ジェイドは小柄な方ではないが、スティーヴンは更に頭ひとつ以上は背が高い。しかも頭身のバランスが非常に良く、すっきりと短い黒髪に整った目鼻立ち、細身に見えて実はしっかり筋肉質の体躯のうえに成績も良いと来るので、自惚れではなく、人目を惹く自覚があった。


経験上、下手に特定の異性と親しくしては要らぬトラブルを招くと知っていたスティーヴンは、ジェイドと頻繁に一緒に過ごすに際して、非常に慎重に振る舞った。予防線も兼ねて、今どき珍しくも婚約者が、それも『切に願った』婚約者がいると情報を流し、誰とどれだけ一緒に居ようと害の無い関係性を保つ人間だと周囲が捉えるように謀ったのだ。
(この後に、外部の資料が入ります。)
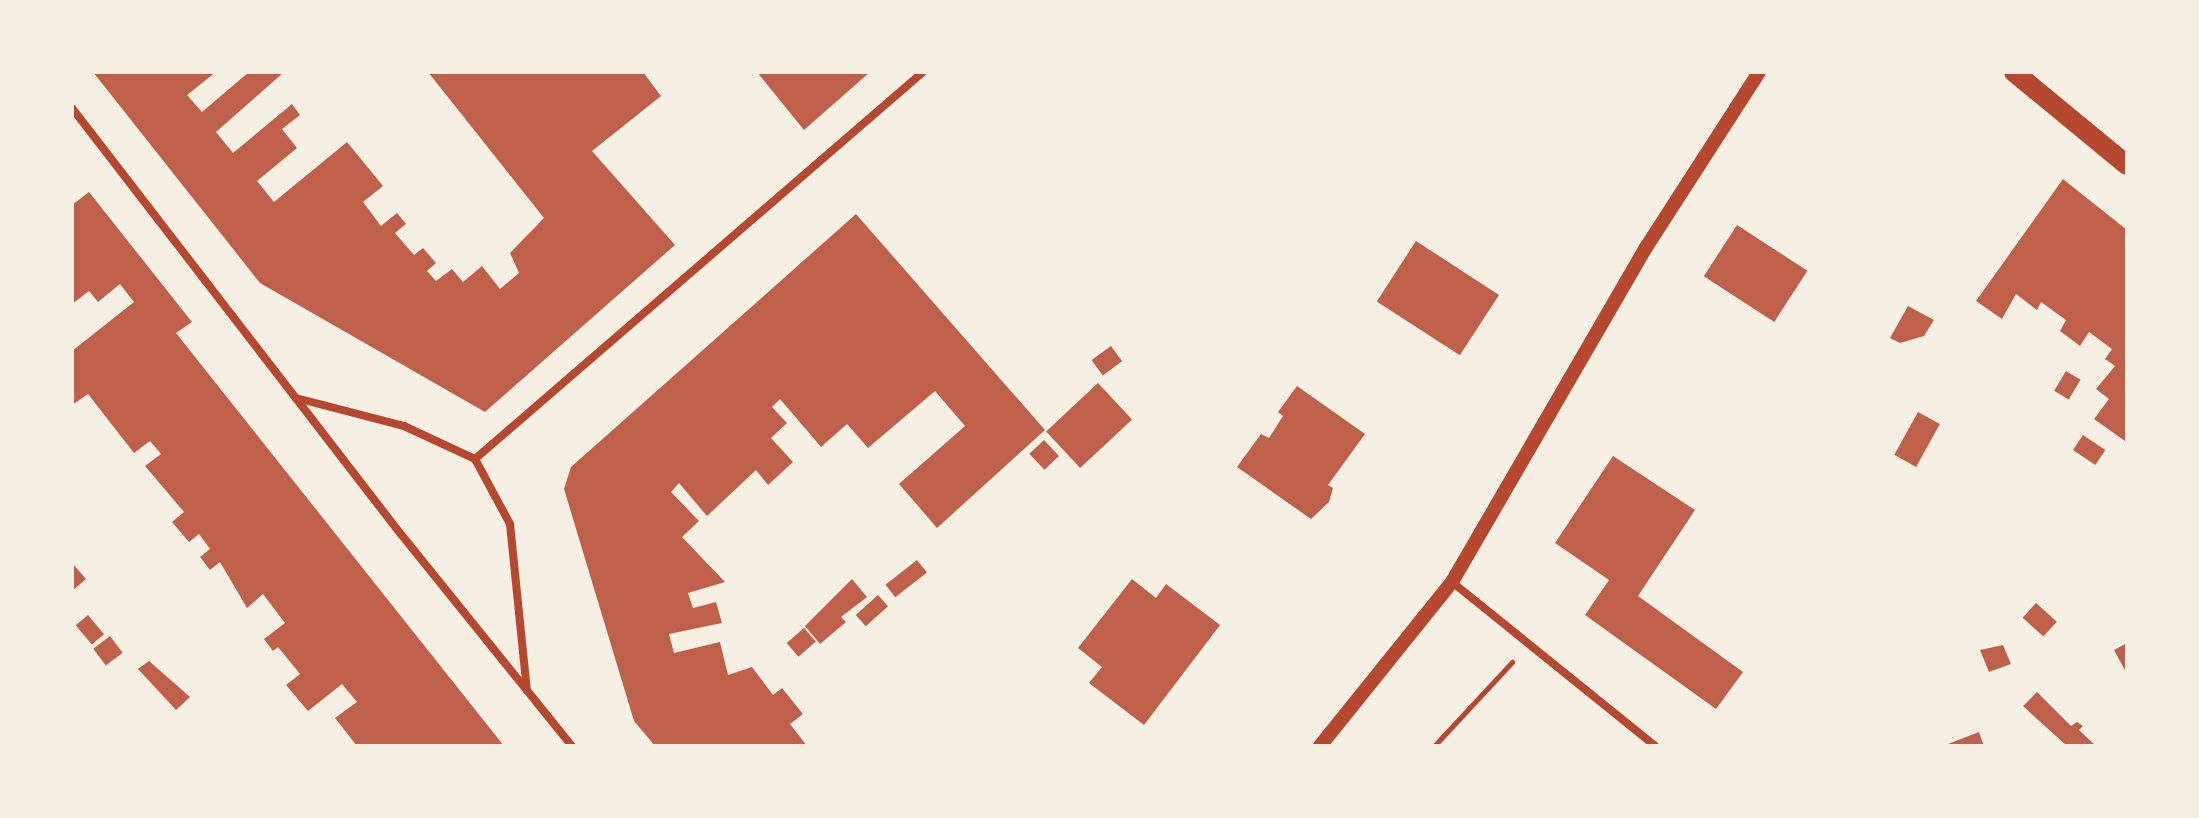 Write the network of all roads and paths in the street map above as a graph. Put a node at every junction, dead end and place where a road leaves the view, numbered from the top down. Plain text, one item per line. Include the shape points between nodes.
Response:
1 (923, 72) edge
2 (1759, 72) edge
3 (2014, 72) edge
4 (72, 108) edge
5 (2127, 165) edge
6 (295, 397) junction
7 (475, 459) junction
8 (1452, 582) junction
9 (1528, 644) junction
10 (527, 691) junction
11 (572, 746) edge
12 (1320, 746) edge
13 (1434, 746) edge
14 (1655, 746) edge

1 - 7 street
2 - 8 street via 1647,246
3 - 5 main road
4 - 6 street
6 - 7 street via 404,426
6 - 10 street
7 - 10 street via 510,524
8 - 9 street
8 - 12 street
9 - 13 path
9 - 14 street
10 - 11 street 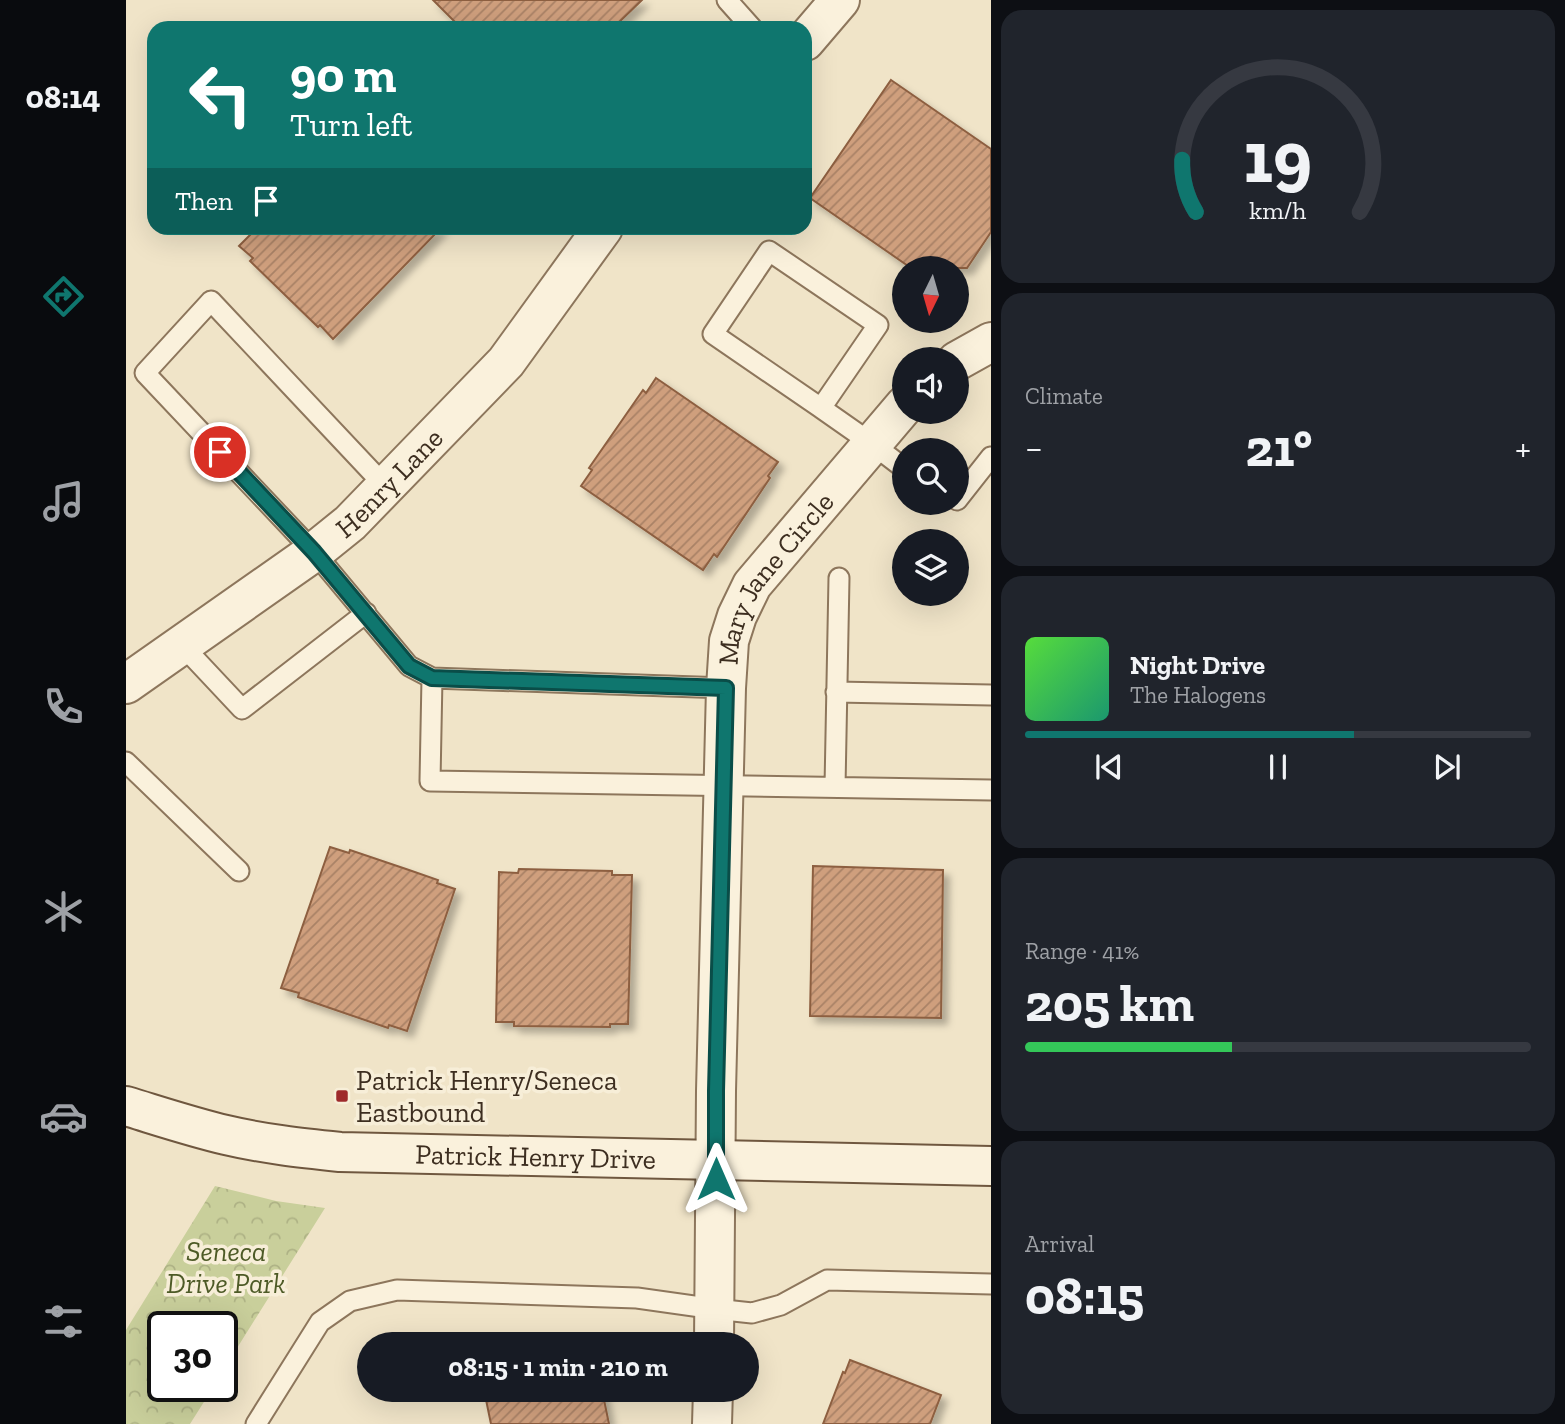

 何があろうと、ジェイドの近くに余計な異性を近づけたくないし、自分にもジェイド以外の異性の接近など必要ない。間違っても割り込まれては困るのである。


「可哀想?」


 念願かなって、ジェイドとは自分が一番近しい。

 いつものように一緒に昼食を摂り、午後の授業までの一時をとりとめない雑談で過ごす中、またひとつ増えたプレゼントの愚痴を溢したジェイドに、スティーヴンは堪らず目線を遠くに飛ばした。


「本当に未だに顔も知らないとか有り得ん。冗談だろ。何年、婚約してんだよ」


「だって逢いに来ないんだもの」


「…うん、まあ、それはアレだけどさ。でもさ、ポトレを貰ってんでしょ。それくらい見とけよって話」


「所詮、ポトレよ。見ても意味ないわよ。どこまで本人に忠実かなんて判りゃしない。一般的に言って、釣書に添えるシロモノなんて、モリモリに盛ってるものだしね」

 

仏頂面で言うジェイドに、スティーヴンは眉が下がるのを自覚した。


「だとしても。釣書だって読んでないって言うし、顔すら知らない、マジで丸っきり何にも知らない男と、ジェイドはこのまま結婚できるのか? 盛り画でも何でも見ておけよ」


「あのねぇスティーヴン、出来るかどうかじゃないのよ。するしかないの」


「いや、お前さ……」


飽くまでも他人事みたいなジェイドに、スティーヴンは嘆息した。


 この、自分の将来に無頓着な親友の事が、もどかしくてならないと言わんばかりに。


 ジェイドは判りやすい美貌の持ち主ではない。だが、翠の瞳が印象的な容貌は清冽で、見事な赤銅色の髪を無造作に結って男女兼用の色気もへったくれも無い制服のローブに身を包んだところが禁欲的で逆にそそるなどとほざく一部男子に偏執的なファンがいるだなんて、全く知らないだろう。まして、呑気で無防備な本人に代わって、スティーヴンが日々睨みを効かせているだなんて、考えたことすらあるまい。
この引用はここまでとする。